01Framing der Anstellung
Der Standard rahmt Schimanekes neue Position explizit als politische 'Versorgung' trotz Verurteilung und stellt damit ein systemisches Muster in den Vordergrund. Die Kleine Zeitung und Die Presse hingegen beschreiben die Anstellung neutral als Faktum, ohne die Versorgungs-Metapher zu verwenden. oe24 reduziert die Story auf eine reine Tätigkeitsmeldung ohne jeden wertenden Kontext.
02Gewichtung des Urteils
Während der Standard das Urteil wegen NS-Wiederbetätigung ins Zentrum seiner Headline stellt und es als moralischen Widerspruch zur Parteipraxis deutet, führen Die Presse und Kleine Zeitung das Urteil zwar an, behandeln es aber als einen Faktor unter mehreren. oe24 lässt das Strafurteil in der Headline gänzlich unerwähnt, womit der Schweregrad der Vorwürfe im Rechts-Segment am stärksten relativiert wird.
03Politische Reaktionen
Die Presse ist das einzige Rechts-Medium, das die scharfe Kritik von ÖVP, SPÖ und Grünen explizit benennt und damit den parteipolitischen Konflikt abbildet. Der Standard thematisiert die Reaktion eher implizit über die Systemfrage. Kleine Zeitung erwähnt die Kritik ebenfalls, demgegenüber fehlt bei oe24 jede Erwähnung oppositioneller oder koalitionärer Stellungnahmen.

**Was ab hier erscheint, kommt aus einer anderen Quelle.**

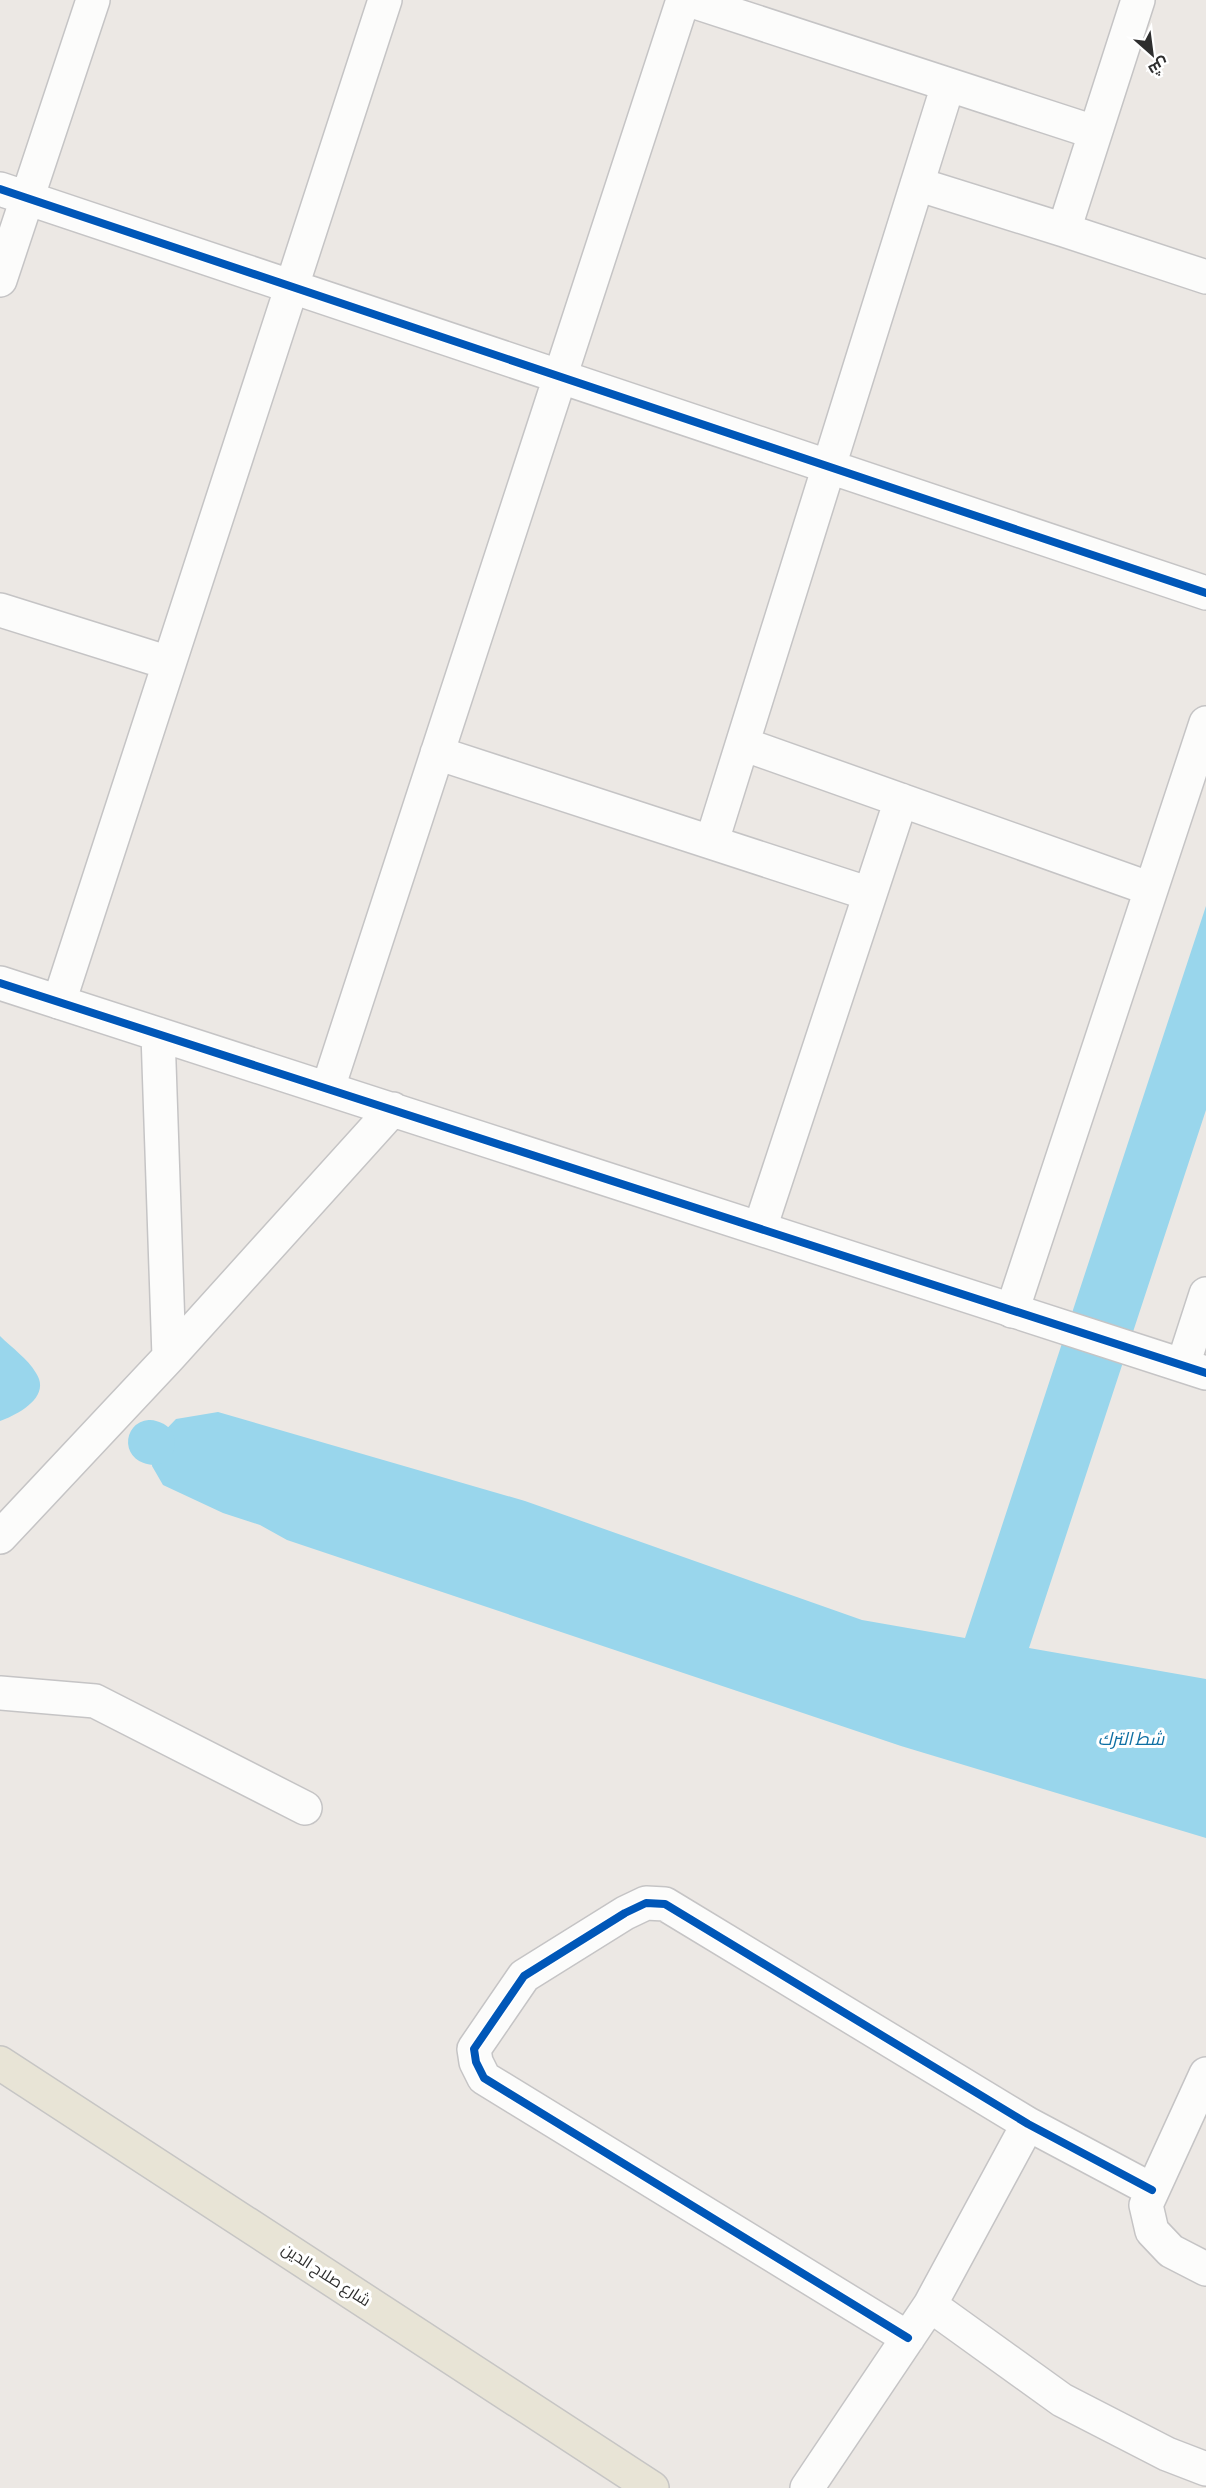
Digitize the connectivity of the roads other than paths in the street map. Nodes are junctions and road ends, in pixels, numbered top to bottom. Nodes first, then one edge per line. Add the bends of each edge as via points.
1 (93, 0) edge
2 (385, 0) edge
3 (683, 0) edge
4 (689, 0) edge
5 (1138, 0) edge
6 (948, 85) junction
7 (1094, 132) junction
8 (917, 184) junction
9 (14, 193) edge
10 (1064, 230) junction
11 (1206, 277) edge
12 (0, 280) edge
13 (292, 286) junction
14 (560, 376) junction
15 (829, 467) junction
16 (1206, 593) edge
17 (0, 610) edge
18 (170, 663) junction
19 (1206, 723) edge
20 (743, 744) junction
21 (437, 753) junction
22 (901, 800) junction
23 (712, 841) junction
24 (1152, 889) junction
25 (870, 894) junction
26 (0, 983) edge
27 (59, 1002) junction
28 (158, 1034) junction
29 (328, 1089) junction
30 (393, 1109) junction
31 (760, 1228) junction
32 (1206, 1294) edge
33 (1012, 1311) junction
34 (169, 1357) junction
35 (1194, 1369) edge
36 (0, 1537) edge
37 (0, 1693) edge
38 (305, 1808) dead end
39 (0, 2063) edge
40 (1206, 2074) edge
41 (1029, 2124) junction
42 (1152, 2190) junction
43 (1206, 2269) edge
44 (930, 2305) junction
45 (908, 2338) junction
46 (1206, 2469) edge
47 (652, 2488) edge
48 (807, 2488) edge

1 - 9 street
2 - 13 street
3 - 14 street
4 - 6 street
5 - 7 street
6 - 7 street
6 - 8 street
7 - 10 street
8 - 10 street
8 - 15 street
9 - 12 street
9 - 13 street
10 - 11 street
13 - 14 street
13 - 18 street
14 - 15 street
14 - 21 street
15 - 16 street
15 - 20 street
17 - 18 street
18 - 27 street
19 - 24 street
20 - 22 street
20 - 23 street
21 - 23 street
21 - 29 street
22 - 24 street
22 - 25 street
23 - 25 street
24 - 33 street
25 - 31 street
26 - 27 street
27 - 28 street
28 - 29 street
28 - 34 street
29 - 30 street
30 - 31 street
30 - 34 street
31 - 33 street
32 - 35 street
33 - 35 street
34 - 36 street
37 - 38 street via 95,1701
39 - 47 main road, شارع صلاح الدين
40 - 42 street
41 - 42 street
41 - 44 street
41 - 45 street via 665,1904 646,1903 625,1912 524,1976 474,2049 484,2078
42 - 43 street via 1146,2205 1152,2231 1171,2251
44 - 45 street
44 - 46 street via 1062,2400 1167,2454
45 - 48 street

04Personalisierung vs. Systemkritik
Der Standard verknüpft den Fall Schimanek mit einem breiteren Narrativ über die FPÖ-interne Praxis – der Vergleich mit anderen, die 'gehen mussten', deutet auf eine selektive Anwendung von Konsequenzen hin. Die Mitte-Medien bleiben auf der Ebene des Einzelfalls und verzichten auf eine solche komparative Einbettung. oe24 personalisiert ebenfalls, jedoch ohne kritische Einordnung.